**Assignment**: Among the entries below, find the lines with "then" and copy them.

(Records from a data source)
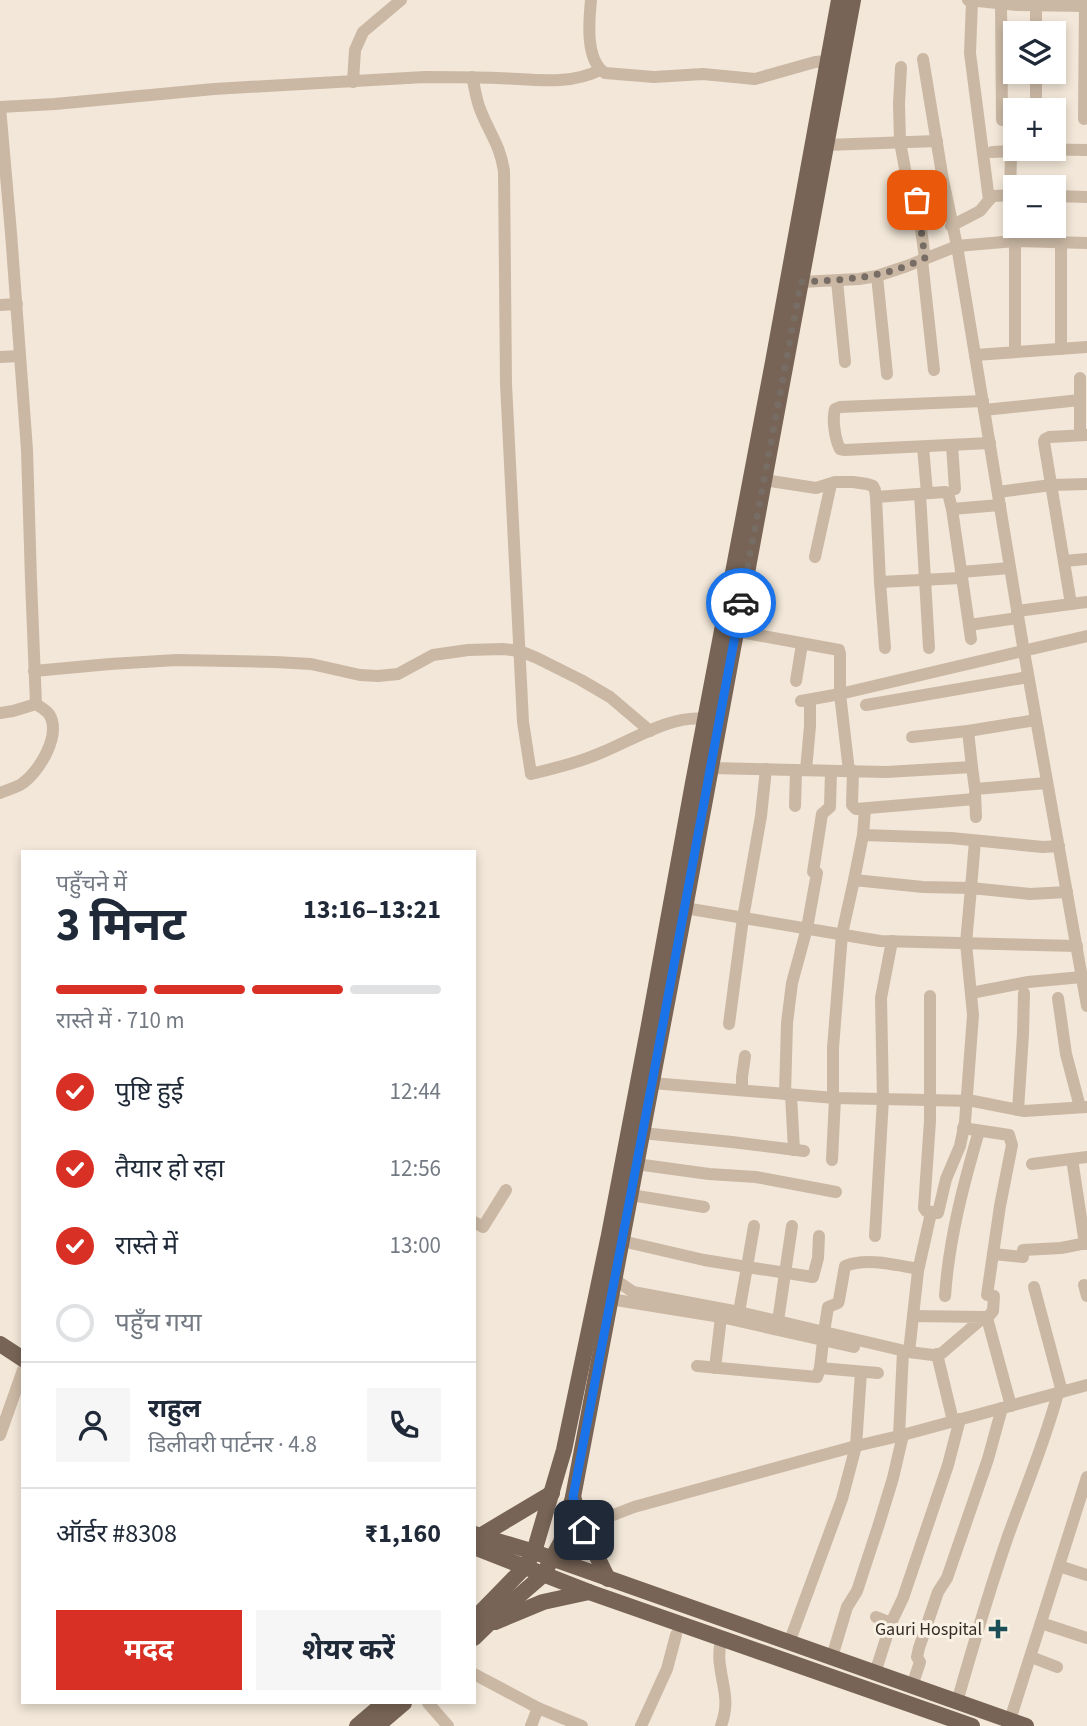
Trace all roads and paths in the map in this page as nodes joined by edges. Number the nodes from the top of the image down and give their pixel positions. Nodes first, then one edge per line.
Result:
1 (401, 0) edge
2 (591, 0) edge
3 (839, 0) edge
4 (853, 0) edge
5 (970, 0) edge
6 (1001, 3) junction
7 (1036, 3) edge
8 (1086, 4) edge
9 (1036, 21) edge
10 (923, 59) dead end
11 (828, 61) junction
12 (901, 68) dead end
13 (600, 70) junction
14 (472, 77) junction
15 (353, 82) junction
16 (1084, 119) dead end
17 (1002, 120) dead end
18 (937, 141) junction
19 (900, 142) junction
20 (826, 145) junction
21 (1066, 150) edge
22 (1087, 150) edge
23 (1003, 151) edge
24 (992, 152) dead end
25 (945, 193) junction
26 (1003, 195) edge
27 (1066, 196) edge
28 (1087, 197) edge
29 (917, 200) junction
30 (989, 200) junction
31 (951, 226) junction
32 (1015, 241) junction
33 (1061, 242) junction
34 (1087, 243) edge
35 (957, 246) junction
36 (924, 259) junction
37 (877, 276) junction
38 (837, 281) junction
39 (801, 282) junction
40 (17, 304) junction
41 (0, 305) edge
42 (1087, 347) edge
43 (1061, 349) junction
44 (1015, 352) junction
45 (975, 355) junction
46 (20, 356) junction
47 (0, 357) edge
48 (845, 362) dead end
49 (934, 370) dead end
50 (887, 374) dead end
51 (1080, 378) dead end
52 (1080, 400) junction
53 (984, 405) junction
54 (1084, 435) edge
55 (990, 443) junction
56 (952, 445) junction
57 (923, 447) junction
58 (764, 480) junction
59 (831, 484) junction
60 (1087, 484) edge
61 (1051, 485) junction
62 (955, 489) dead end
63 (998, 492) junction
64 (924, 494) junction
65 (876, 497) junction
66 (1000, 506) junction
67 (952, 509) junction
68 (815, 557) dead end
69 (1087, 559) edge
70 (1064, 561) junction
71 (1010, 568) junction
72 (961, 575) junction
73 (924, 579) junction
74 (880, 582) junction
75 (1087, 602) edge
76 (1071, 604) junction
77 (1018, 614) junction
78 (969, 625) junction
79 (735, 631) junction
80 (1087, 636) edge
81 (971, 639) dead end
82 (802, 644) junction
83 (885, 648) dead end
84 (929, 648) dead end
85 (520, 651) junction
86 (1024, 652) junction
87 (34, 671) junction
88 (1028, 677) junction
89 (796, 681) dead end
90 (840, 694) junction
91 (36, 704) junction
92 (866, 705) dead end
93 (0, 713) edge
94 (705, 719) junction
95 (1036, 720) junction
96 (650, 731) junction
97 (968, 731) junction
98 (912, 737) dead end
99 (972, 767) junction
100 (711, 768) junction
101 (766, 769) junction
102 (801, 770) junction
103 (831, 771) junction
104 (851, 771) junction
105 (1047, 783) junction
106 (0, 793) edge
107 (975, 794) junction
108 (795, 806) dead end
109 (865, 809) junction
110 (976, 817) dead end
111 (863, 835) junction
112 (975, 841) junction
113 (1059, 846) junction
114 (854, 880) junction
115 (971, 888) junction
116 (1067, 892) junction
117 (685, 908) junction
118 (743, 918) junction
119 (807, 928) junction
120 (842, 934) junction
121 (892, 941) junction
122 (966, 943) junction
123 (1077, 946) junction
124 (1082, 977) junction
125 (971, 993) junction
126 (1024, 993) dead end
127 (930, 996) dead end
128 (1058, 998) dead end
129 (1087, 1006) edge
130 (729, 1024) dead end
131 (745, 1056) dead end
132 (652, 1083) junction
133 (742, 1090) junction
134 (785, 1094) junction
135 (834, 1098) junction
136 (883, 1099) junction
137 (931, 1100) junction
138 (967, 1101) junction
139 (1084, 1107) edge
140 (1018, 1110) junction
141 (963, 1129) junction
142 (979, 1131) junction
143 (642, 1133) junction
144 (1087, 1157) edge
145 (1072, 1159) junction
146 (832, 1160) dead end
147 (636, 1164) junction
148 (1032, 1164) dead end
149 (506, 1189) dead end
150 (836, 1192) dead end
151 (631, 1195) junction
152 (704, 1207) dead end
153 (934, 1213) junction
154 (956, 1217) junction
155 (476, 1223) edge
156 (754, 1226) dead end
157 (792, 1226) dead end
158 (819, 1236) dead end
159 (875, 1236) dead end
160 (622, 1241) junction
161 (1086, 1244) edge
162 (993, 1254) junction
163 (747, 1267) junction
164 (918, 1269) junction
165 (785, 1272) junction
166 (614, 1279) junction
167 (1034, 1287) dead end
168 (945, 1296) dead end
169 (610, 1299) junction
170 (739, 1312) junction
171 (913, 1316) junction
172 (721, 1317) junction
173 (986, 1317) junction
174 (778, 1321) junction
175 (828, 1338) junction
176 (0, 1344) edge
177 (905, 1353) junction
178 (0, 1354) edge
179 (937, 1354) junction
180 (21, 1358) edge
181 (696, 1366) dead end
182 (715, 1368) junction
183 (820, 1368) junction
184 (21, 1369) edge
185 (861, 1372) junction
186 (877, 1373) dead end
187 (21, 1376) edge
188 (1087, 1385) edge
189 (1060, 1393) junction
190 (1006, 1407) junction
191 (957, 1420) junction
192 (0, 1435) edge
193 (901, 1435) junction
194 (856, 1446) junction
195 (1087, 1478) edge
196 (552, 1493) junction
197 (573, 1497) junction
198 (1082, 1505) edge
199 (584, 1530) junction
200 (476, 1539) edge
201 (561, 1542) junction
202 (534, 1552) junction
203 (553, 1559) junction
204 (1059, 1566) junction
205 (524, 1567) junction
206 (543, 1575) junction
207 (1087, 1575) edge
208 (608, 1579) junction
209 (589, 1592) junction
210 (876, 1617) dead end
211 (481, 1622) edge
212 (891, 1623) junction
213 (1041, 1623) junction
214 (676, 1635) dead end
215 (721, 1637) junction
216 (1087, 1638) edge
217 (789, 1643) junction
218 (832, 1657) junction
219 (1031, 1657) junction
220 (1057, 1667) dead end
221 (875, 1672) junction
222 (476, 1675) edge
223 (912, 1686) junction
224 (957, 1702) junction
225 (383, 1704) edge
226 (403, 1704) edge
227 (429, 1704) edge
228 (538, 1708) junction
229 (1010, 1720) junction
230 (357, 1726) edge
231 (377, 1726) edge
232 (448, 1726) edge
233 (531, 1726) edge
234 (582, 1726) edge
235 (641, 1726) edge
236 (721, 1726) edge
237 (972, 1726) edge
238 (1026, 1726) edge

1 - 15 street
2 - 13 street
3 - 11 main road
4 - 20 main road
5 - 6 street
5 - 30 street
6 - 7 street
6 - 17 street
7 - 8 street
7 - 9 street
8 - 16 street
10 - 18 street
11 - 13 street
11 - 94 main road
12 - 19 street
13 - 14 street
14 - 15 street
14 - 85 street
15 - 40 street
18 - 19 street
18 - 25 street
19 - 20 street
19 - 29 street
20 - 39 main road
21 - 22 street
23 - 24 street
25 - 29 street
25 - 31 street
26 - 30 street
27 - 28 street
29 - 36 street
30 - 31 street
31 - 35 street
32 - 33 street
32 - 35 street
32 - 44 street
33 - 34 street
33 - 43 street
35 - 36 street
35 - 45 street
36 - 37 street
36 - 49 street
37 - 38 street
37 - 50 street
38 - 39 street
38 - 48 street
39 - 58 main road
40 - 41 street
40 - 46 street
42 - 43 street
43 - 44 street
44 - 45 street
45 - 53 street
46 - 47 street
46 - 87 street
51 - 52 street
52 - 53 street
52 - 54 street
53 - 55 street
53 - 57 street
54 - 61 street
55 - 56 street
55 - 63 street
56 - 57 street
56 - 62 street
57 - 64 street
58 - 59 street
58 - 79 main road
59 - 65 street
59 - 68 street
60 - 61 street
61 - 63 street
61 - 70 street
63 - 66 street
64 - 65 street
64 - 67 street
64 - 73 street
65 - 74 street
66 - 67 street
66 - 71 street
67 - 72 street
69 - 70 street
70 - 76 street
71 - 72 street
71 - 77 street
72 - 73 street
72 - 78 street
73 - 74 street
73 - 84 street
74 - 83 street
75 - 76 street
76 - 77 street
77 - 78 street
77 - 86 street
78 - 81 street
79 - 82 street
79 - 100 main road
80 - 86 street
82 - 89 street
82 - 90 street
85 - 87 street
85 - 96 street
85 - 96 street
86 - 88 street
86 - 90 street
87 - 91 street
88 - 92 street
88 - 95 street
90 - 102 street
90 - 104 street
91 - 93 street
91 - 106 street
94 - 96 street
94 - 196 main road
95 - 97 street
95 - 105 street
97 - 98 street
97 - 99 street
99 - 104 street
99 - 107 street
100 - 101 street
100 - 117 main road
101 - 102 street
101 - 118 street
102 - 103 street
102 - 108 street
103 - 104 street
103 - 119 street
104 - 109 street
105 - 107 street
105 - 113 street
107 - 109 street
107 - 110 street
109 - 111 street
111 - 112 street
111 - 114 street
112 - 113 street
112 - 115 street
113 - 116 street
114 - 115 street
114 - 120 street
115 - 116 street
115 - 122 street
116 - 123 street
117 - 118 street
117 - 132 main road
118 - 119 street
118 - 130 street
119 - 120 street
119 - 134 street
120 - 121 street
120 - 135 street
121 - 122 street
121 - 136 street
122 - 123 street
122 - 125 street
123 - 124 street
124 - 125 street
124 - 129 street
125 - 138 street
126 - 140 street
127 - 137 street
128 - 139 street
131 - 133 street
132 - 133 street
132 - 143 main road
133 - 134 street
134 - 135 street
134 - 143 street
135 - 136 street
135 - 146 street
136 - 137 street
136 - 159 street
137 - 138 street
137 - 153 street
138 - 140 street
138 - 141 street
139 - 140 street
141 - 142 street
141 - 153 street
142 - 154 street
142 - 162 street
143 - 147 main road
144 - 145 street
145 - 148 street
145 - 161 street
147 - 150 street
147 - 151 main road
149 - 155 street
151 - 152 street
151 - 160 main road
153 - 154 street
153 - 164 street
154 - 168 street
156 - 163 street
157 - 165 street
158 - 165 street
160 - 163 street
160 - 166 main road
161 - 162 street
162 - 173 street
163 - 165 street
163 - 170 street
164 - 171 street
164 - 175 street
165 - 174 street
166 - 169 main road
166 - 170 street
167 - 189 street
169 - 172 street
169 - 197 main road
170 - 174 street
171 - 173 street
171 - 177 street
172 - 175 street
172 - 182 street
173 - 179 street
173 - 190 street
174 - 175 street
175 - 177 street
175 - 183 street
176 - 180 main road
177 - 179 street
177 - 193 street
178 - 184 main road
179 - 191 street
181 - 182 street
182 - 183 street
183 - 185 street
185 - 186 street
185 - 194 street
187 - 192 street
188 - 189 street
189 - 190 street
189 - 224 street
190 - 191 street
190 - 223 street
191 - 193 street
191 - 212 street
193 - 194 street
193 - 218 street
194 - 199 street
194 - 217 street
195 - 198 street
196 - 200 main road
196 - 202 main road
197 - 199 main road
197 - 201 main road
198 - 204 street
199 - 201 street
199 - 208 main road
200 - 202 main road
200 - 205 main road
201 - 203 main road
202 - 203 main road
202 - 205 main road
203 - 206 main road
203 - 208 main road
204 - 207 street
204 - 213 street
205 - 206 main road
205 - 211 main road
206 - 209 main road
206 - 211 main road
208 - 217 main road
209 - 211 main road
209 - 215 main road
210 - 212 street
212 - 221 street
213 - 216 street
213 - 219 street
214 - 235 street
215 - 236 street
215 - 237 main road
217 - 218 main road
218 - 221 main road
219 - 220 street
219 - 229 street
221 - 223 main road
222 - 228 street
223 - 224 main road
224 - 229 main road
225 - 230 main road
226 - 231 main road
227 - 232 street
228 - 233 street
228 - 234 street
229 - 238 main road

* * *

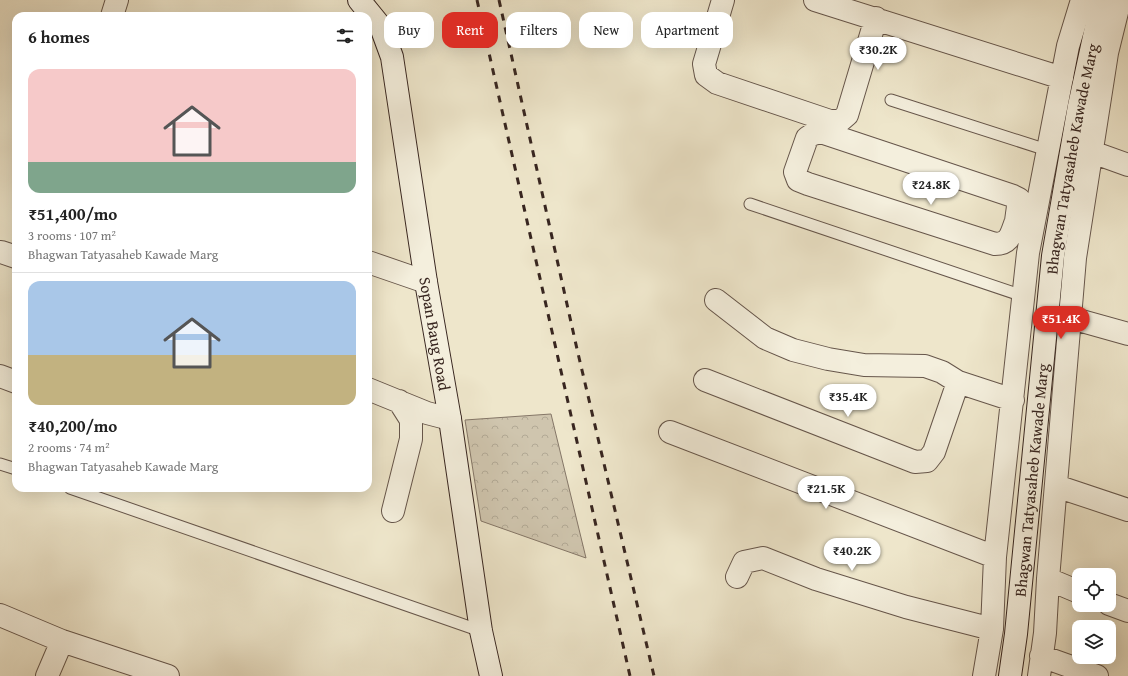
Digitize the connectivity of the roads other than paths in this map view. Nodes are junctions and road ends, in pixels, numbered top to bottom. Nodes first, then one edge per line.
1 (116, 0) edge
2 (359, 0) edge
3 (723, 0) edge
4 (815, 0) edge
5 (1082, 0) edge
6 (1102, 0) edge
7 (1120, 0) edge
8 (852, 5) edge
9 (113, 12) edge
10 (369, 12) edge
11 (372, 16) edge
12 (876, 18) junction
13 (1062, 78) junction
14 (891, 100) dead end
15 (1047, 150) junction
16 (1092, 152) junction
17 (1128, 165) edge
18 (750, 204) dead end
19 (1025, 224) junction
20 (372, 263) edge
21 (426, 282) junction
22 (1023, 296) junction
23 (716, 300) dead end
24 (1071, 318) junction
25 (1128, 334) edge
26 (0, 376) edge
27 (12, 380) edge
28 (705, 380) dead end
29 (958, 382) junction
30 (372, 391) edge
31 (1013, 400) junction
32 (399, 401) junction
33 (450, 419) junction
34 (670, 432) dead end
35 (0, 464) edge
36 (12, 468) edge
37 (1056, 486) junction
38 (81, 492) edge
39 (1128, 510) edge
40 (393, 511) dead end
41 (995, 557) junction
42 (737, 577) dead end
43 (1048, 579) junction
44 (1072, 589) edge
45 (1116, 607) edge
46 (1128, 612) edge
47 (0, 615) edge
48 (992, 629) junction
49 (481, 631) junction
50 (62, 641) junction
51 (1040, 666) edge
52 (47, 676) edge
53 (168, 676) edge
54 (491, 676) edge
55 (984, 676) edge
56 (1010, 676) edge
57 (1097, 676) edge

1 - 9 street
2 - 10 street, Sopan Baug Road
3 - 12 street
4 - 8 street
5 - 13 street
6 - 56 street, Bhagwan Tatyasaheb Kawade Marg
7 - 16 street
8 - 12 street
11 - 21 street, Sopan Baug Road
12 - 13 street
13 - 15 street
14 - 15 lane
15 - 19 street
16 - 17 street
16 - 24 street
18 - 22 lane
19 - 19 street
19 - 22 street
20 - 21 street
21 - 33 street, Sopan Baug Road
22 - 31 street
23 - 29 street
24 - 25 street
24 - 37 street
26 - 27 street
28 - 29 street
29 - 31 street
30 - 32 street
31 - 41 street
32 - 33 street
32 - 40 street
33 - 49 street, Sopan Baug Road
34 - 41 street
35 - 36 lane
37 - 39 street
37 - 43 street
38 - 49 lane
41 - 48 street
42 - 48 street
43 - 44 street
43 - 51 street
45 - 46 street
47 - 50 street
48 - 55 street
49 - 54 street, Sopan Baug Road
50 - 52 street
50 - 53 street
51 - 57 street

**Solution to this problem**:
Trace all roads and paths in the map in this page as nodes joined by edges. Number the nodes from the top of the image down and give their pixel positions. Nodes first, then one edge per line.
Digitize the connectivity of the roads other than paths in this map view. Nodes are junctions and road ends, in pixels, numbered top to bottom. Nodes first, then one edge per line.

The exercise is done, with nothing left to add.